Post Author: Rev. Ruth Lemmen
It all started with a beat up orange tent I bought for $15 at a garage sale near my apartment. Buying it was a whim; I saw it set up in the yard and decided to stop and look at it. Camping wasn’t new to me. I grew up camping with my family—two parents, three daughters, and a couple dogs. We spent many nights in campgrounds around the country, creating many good memories. I hadn’t gone camping in several years, though. Family vacations are a thing of the past. My friends don’t camp (and think the idea is a little crazy). I didn’t have the equipment. I bought the tent anyway on that September afternoon. Then it languished in a closet for the rest of the fall, winter, and spring all because I lacked a companion. Since my friends were unwilling and I didn’t have boyfriend of husband, who would go with me? Could I go alone?
Eventually, I got annoyed. I had a tent and a sleeping bag and I wanted to use them. But that nagging question about going alone persisted. Could I make fires by myself? Could I really set up the tent by myself? What would I do by myself for all that time? And the big question: was it safe? What if something bad happened to me? A tent isn’t much protection against someone with malicious intent. If only I had a husband to go with me….
Despite the questions running through my heart and mind, I decided to give it a test run. I reserved just one night at a state park where we camped a lot when I was a kid. I was familiar with the park, knew it was family friendly (which seemed safer), and it was close to home. It seemed like a good test.

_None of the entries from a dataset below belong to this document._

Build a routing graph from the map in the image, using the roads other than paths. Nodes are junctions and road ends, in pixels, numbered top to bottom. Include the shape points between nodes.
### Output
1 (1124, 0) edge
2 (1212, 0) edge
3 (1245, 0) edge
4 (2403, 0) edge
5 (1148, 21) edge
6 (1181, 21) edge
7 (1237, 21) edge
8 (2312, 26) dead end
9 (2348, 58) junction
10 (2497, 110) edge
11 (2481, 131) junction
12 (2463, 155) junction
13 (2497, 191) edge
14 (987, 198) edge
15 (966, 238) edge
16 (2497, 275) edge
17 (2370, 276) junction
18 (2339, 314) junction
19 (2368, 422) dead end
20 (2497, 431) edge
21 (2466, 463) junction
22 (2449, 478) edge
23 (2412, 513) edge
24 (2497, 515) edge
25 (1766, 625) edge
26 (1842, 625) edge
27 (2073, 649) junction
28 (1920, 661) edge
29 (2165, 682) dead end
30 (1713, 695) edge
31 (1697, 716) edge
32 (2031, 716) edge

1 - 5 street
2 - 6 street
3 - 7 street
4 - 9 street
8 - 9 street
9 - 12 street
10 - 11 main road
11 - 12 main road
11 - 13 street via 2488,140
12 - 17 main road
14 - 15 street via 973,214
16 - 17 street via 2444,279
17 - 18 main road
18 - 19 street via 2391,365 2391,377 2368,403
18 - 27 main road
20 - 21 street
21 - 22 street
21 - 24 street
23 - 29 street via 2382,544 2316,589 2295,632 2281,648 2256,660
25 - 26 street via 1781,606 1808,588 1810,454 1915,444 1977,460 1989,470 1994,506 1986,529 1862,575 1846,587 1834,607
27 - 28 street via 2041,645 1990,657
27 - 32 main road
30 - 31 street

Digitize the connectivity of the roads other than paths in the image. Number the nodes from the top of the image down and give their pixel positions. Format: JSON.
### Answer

From that night, solo camping passed the test. I won’t lie, I was nervous going to sleep that night, but I escaped unscathed and instead, filled with joy. My campground neighbor gave me some extra newspaper when he saw me struggling with my fire. My campfire cooked meals were more delicious than cooking at home. And I learned that I was okay by myself in a tent.

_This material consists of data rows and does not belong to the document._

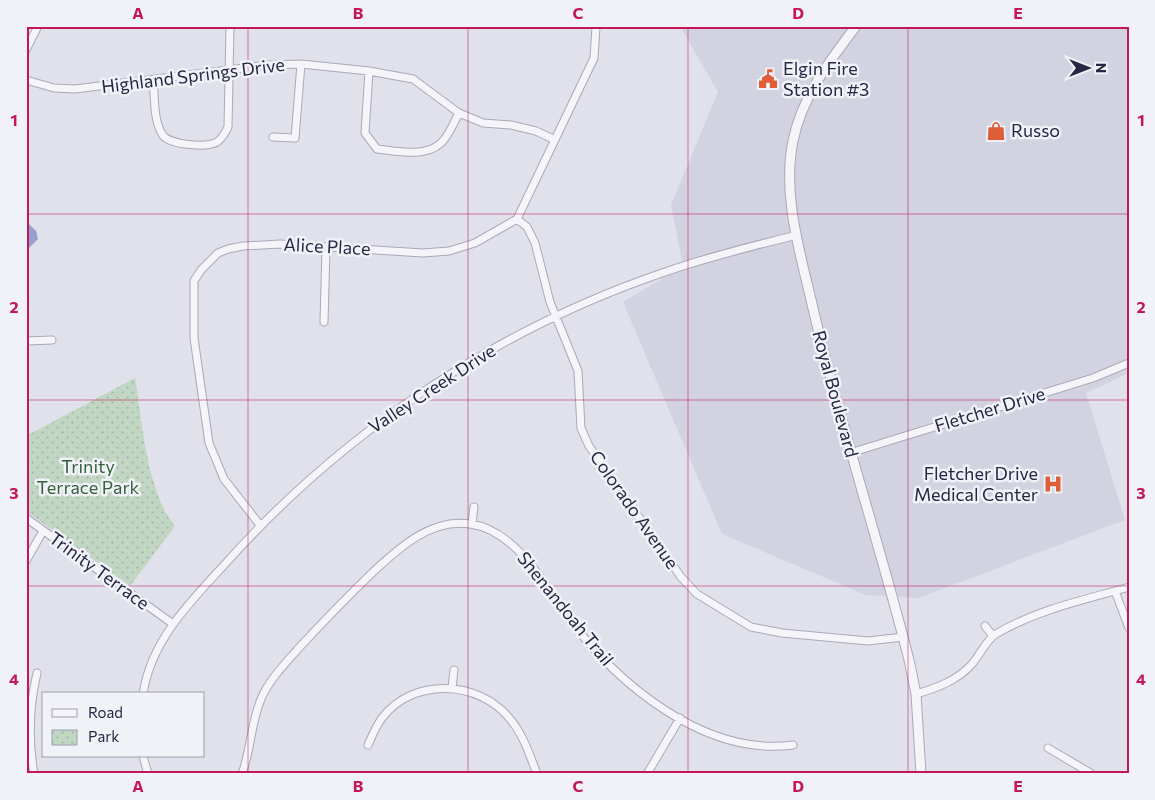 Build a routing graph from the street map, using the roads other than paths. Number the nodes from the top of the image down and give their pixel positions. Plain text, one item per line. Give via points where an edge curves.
1 (38, 26) edge
2 (230, 26) edge
3 (596, 26) edge
4 (856, 26) edge
5 (26, 50) edge
6 (301, 64) junction
7 (230, 70) junction
8 (369, 72) junction
9 (26, 80) edge
10 (153, 80) junction
11 (459, 113) junction
12 (273, 137) dead end
13 (555, 140) junction
14 (517, 219) junction
15 (797, 235) junction
16 (326, 248) junction
17 (557, 317) junction
18 (324, 322) dead end
19 (52, 340) dead end
20 (26, 341) edge
21 (1129, 363) edge
22 (850, 453) junction
23 (474, 507) dead end
24 (26, 518) edge
25 (472, 524) junction
26 (260, 525) junction
27 (42, 530) junction
28 (26, 561) edge
29 (1129, 587) edge
30 (1114, 591) junction
31 (173, 624) junction
32 (985, 626) dead end
33 (1129, 628) edge
34 (994, 636) junction
35 (903, 637) junction
36 (454, 670) dead end
37 (37, 673) dead end
38 (452, 688) junction
39 (144, 692) edge
40 (916, 694) junction
41 (680, 718) junction
42 (368, 745) dead end
43 (793, 745) dead end
44 (1048, 748) dead end
45 (144, 758) edge
46 (34, 774) edge
47 (148, 774) edge
48 (242, 774) edge
49 (537, 774) edge
50 (647, 774) edge
51 (921, 774) edge
52 (1092, 774) edge

1 - 5 street
2 - 7 street
3 - 13 street via 594,58
4 - 15 street, Royal Boulevard via 817,78 797,123 789,172
6 - 7 street, Highland Springs Drive
6 - 8 street, Highland Springs Drive
6 - 12 street via 295,138
7 - 10 street, Highland Springs Drive
7 - 10 street via 228,127 224,136 210,145 174,143 162,135
8 - 11 street, Highland Springs Drive via 413,78
8 - 11 street via 365,134 377,149 413,152 432,149 442,142
9 - 10 street, Highland Springs Drive via 54,88 75,89
11 - 13 street, Highland Springs Drive via 483,123 536,131
13 - 14 street
14 - 16 street, Alice Place via 475,243 449,251 423,253
14 - 17 street, Colorado Avenue via 535,243 544,283
15 - 17 street, Valley Creek Drive via 663,272
15 - 22 street, Royal Boulevard via 822,352
16 - 18 street
16 - 26 street, Alice Place via 258,244 228,249 210,259 194,281 194,338 209,443 224,479
17 - 26 street, Valley Creek Drive via 495,348 418,394 313,476
17 - 35 street, Colorado Avenue via 578,372 581,428 589,446 681,577 697,594 751,627 868,641
19 - 20 street
21 - 22 street, Fletcher Drive via 1093,378
22 - 35 street, Royal Boulevard
23 - 25 street
24 - 27 street, Trinity Terrace
25 - 41 street, Shenandoah Trail via 521,552 594,650 642,694
25 - 48 street, Shenandoah Trail via 436,528 411,540 323,622 281,668 262,696
26 - 31 street, Valley Creek Drive
27 - 28 street
27 - 31 street, Trinity Terrace
29 - 30 street
30 - 33 street
30 - 34 street via 1036,615
31 - 39 street, Valley Creek Drive via 151,662
32 - 34 street
34 - 40 street via 958,677
35 - 40 street, Royal Boulevard
36 - 38 street
37 - 46 street via 30,702 29,727
38 - 42 street via 437,688 408,697 383,717
38 - 49 street via 488,701 509,717 518,729
40 - 51 street, Royal Boulevard
41 - 43 street, Shenandoah Trail via 736,741 763,746
41 - 50 street
44 - 52 street
45 - 47 street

The test-trip gave me courage to try a multi-night adventure at the same state park later in the summer. Those days were a balm to my harried heart. I spent hours at my campsite reading and marveling at the greens on the trees around me. Next, I got a little braver and decided to try a campground I’d never been to before. It was still only 30 minutes away, so if it was too rowdy on the holiday weekend I’d have an easy escape. After that successful trip, my courage had grown and so had my thirst for adventure. I took a weekend trip to Sleeping Bear Dunes National Lakeshore, which is only a few hours away yet I’d never visited. It was a trip full of brilliant blue water, soaring sand dunes, and crisp fall air. It was exhilarating to explore the area, taking in lake views from a number of hiking trails and then retreating to my wooded campsite for the evening (although I did learn that the $15 garage sale tent was not thick enough for fall camping).

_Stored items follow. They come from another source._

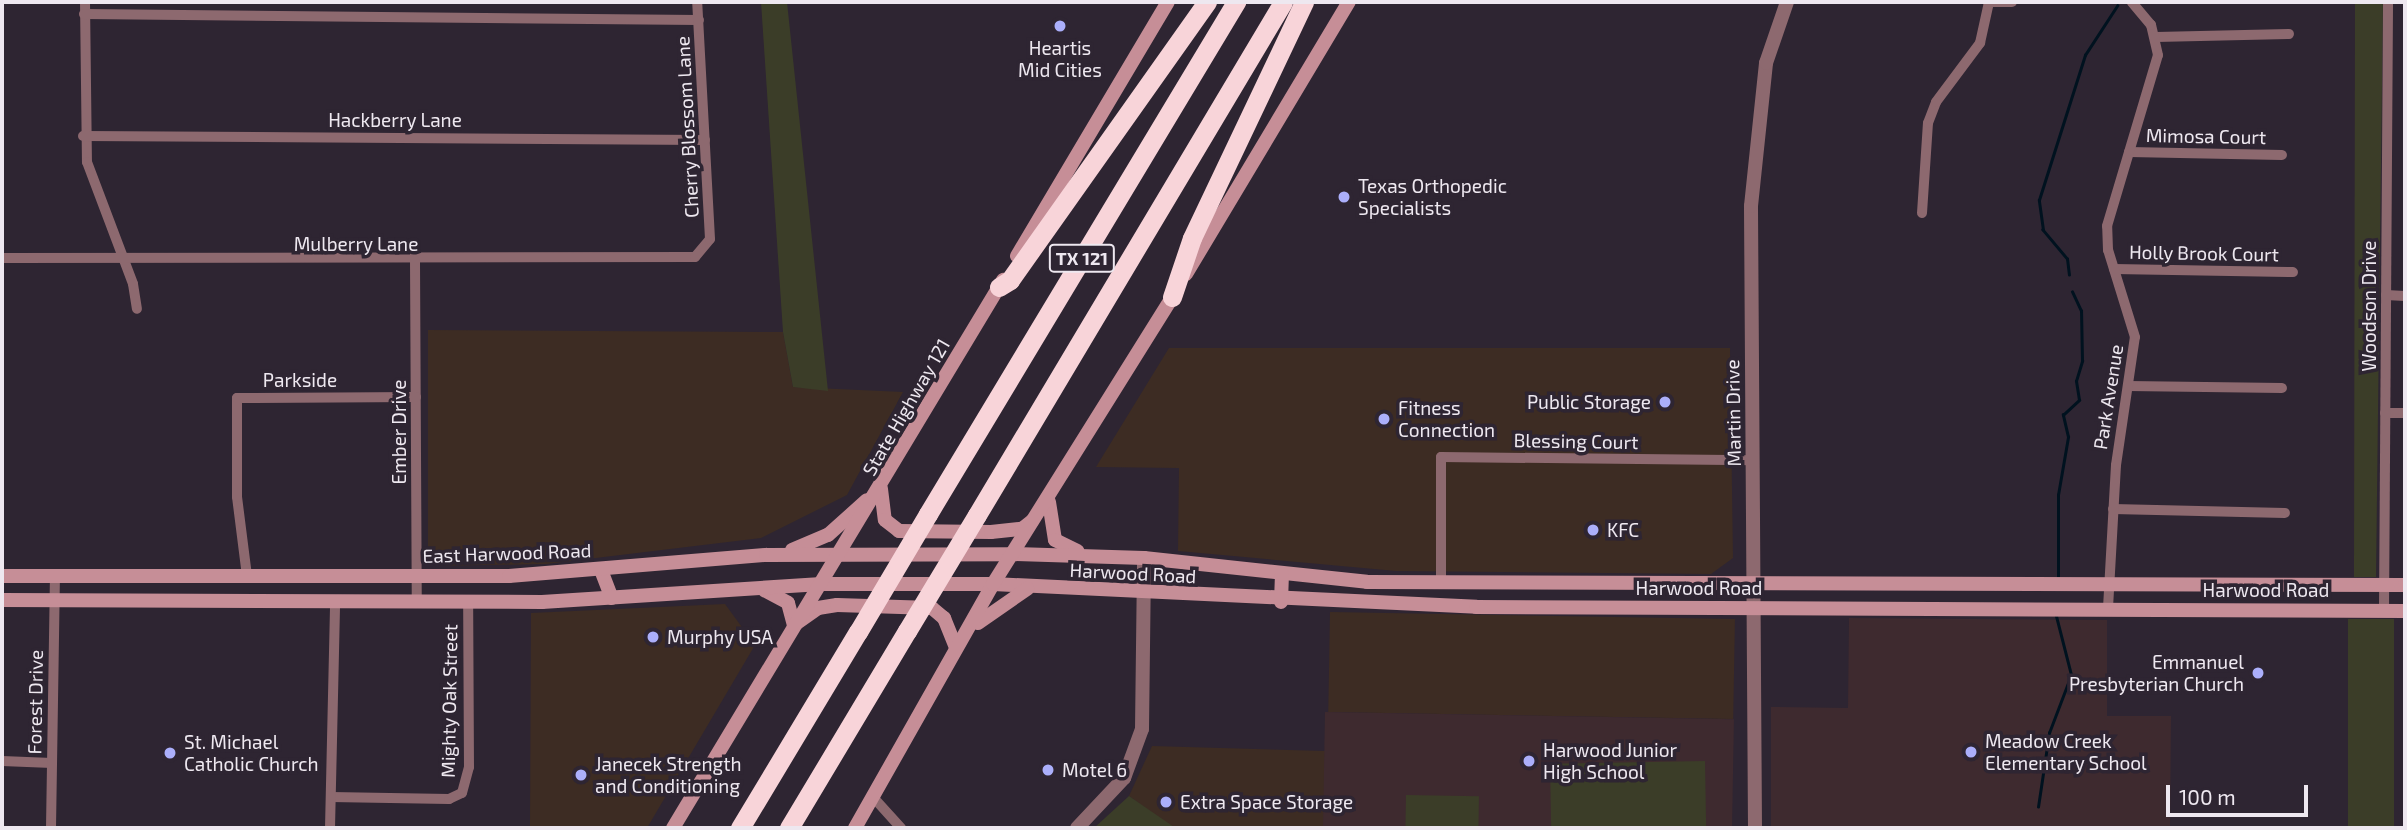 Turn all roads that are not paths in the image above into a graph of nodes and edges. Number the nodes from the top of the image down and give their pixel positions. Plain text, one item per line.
1 (85, 2) edge
2 (697, 2) edge
3 (1168, 2) edge
4 (1207, 2) edge
5 (1236, 2) edge
6 (1283, 2) edge
7 (1304, 2) edge
8 (1349, 2) edge
9 (1787, 2) edge
10 (1989, 2) edge
11 (2012, 2) edge
12 (2132, 2) edge
13 (2388, 2) edge
14 (84, 14) junction
15 (699, 20) junction
16 (2289, 34) dead end
17 (2156, 37) junction
18 (83, 136) junction
19 (705, 140) junction
20 (2129, 152) junction
21 (2282, 155) dead end
22 (1922, 213) dead end
23 (707, 249) joint
24 (2, 258) edge
25 (123, 260) junction
26 (415, 261) junction
27 (2114, 269) junction
28 (2292, 272) dead end
29 (999, 287) junction
30 (2386, 295) junction
31 (2405, 296) edge
32 (1172, 297) junction
33 (136, 309) dead end
34 (2128, 386) junction
35 (2283, 388) dead end
36 (416, 397) junction
37 (2385, 413) junction
38 (2405, 413) edge
39 (1753, 460) junction
40 (881, 487) junction
41 (1049, 502) junction
42 (2113, 509) junction
43 (2285, 513) dead end
44 (1013, 554) junction
45 (766, 555) junction
46 (839, 555) junction
47 (1097, 556) junction
48 (1144, 558) junction
49 (601, 570) junction
50 (1282, 574) junction
51 (2, 576) edge
52 (55, 576) junction
53 (140, 576) junction
54 (247, 576) junction
55 (335, 576) junction
56 (417, 576) junction
57 (1441, 583) junction
58 (1592, 583) junction
59 (821, 584) junction
60 (993, 584) junction
61 (1753, 584) junction
62 (1879, 584) junction
63 (2244, 584) junction
64 (2109, 585) junction
65 (2384, 585) junction
66 (2405, 585) edge
67 (1032, 587) junction
68 (764, 590) junction
69 (1147, 591) junction
70 (612, 598) junction
71 (2, 600) edge
72 (55, 601) junction
73 (139, 601) junction
74 (247, 602) junction
75 (335, 602) junction
76 (1281, 602) junction
77 (417, 603) junction
78 (468, 603) junction
79 (1441, 606) junction
80 (1585, 607) junction
81 (1754, 607) junction
82 (1879, 608) junction
83 (2108, 608) junction
84 (2244, 610) junction
85 (2384, 610) junction
86 (2405, 611) edge
87 (794, 625) junction
88 (957, 648) junction
89 (2, 761) edge
90 (52, 763) junction
91 (331, 797) junction
92 (873, 797) junction
93 (51, 828) edge
94 (331, 828) edge
95 (673, 828) edge
96 (740, 828) edge
97 (789, 828) edge
98 (855, 828) edge
99 (901, 828) edge
100 (1077, 828) edge
101 (1755, 828) edge

1 - 14 street
2 - 15 street, Cherry Blossom Lane
3 - 29 main road, State Highway 121
4 - 29 highway
5 - 96 highway, TX 121, bridge
6 - 97 highway, TX 121, bridge
7 - 32 highway
8 - 32 main road
9 - 39 street, Martin Drive
10 - 11 street
10 - 22 street
12 - 17 street
13 - 30 street, Woodson Drive
14 - 15 street
14 - 18 street
15 - 19 street, Cherry Blossom Lane
16 - 17 street
17 - 20 street, Park Avenue
18 - 19 street, Hackberry Lane
18 - 25 street
19 - 23 street, Cherry Blossom Lane
20 - 21 street, Mimosa Court
20 - 27 street, Park Avenue
23 - 26 street, Mulberry Lane
24 - 25 street, Mulberry Lane
25 - 26 street, Mulberry Lane
25 - 33 street
26 - 36 street, Ember Drive
27 - 28 street, Holly Brook Court
27 - 34 street, Park Avenue
29 - 40 main road, State Highway 121
30 - 31 street
30 - 37 street, Woodson Drive
32 - 41 main road
34 - 35 street
34 - 42 street, Park Avenue
36 - 54 street, Parkside
36 - 56 street, Ember Drive
37 - 38 street
37 - 65 street, Woodson Drive
39 - 57 street, Blessing Court
39 - 61 street, Martin Drive
40 - 41 main road
40 - 45 main road
40 - 46 main road, State Highway 121
41 - 44 main road
41 - 47 main road
42 - 43 street
42 - 64 street, Park Avenue
44 - 46 main road, East Harwood Road
44 - 47 main road, Harwood Road
44 - 60 main road
45 - 46 main road, East Harwood Road
45 - 49 main road, East Harwood Road
46 - 59 main road, State Highway 121
47 - 48 main road, Harwood Road
48 - 50 main road, Harwood Road
48 - 69 street
49 - 56 main road, East Harwood Road
49 - 70 main road
50 - 57 main road, Harwood Road
50 - 76 main road
51 - 52 main road, East Harwood Road
52 - 53 main road, East Harwood Road
52 - 72 street, Forest Drive
53 - 54 main road, East Harwood Road
53 - 73 main road
54 - 55 main road, East Harwood Road
54 - 74 main road
55 - 56 main road, East Harwood Road
55 - 75 main road
56 - 77 street, Ember Drive
57 - 58 main road, Harwood Road
57 - 79 main road
58 - 61 main road, Harwood Road
58 - 80 main road
59 - 60 main road
59 - 68 main road
59 - 87 main road, State Highway 121
60 - 67 main road, Harwood Road
60 - 88 main road
61 - 62 main road, Harwood Road
61 - 81 street, Martin Drive
62 - 64 main road, Harwood Road
62 - 82 main road
63 - 64 main road, Harwood Road
63 - 65 main road, Harwood Road
63 - 84 main road
64 - 83 street, Park Avenue
65 - 66 main road, Harwood Road
65 - 85 street, Woodson Drive
67 - 69 main road, Harwood Road
67 - 88 main road
68 - 70 main road
68 - 87 main road
69 - 76 main road, Harwood Road
69 - 100 street
70 - 78 main road
71 - 72 main road
72 - 73 main road
72 - 90 street, Forest Drive
73 - 74 main road
74 - 75 main road
75 - 77 main road
75 - 91 street
76 - 79 main road, Harwood Road
77 - 78 main road
78 - 91 street, Mighty Oak Street
79 - 80 main road, Harwood Road
80 - 81 main road, Harwood Road
81 - 82 main road, Harwood Road
81 - 101 street, Martin Drive
82 - 83 main road, Harwood Road
83 - 84 main road, Harwood Road
84 - 85 main road, Harwood Road
85 - 86 main road, Harwood Road
87 - 88 main road
87 - 95 main road, State Highway 121
88 - 92 main road
89 - 90 street
90 - 93 street, Forest Drive
91 - 94 street
92 - 98 main road
92 - 99 street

As my camping confidence grew, so did my self-confidence. I don’t need to wait for a boyfriend to go camping. I am a complete person now, because I am complete in Christ. Life in Christ isn’t lackluster, but is full of abundance. Camping is one way I experience that abundance—waking up in a tent to songbirds chirping outside, the crisp pine-scented air when I get out of the tent in the morning, morning pancakes on the camp stove, the thrill of a beautiful hike, dinner cooked over a crackling fire, watching the sun slip into Lake Michigan in the evening, curling up in a cozy sleeping bag. If someday I have a husband to add to that list, I will be grateful. But for now you can find me by myself in my shiny new tent enjoying the life I have now to the fullest.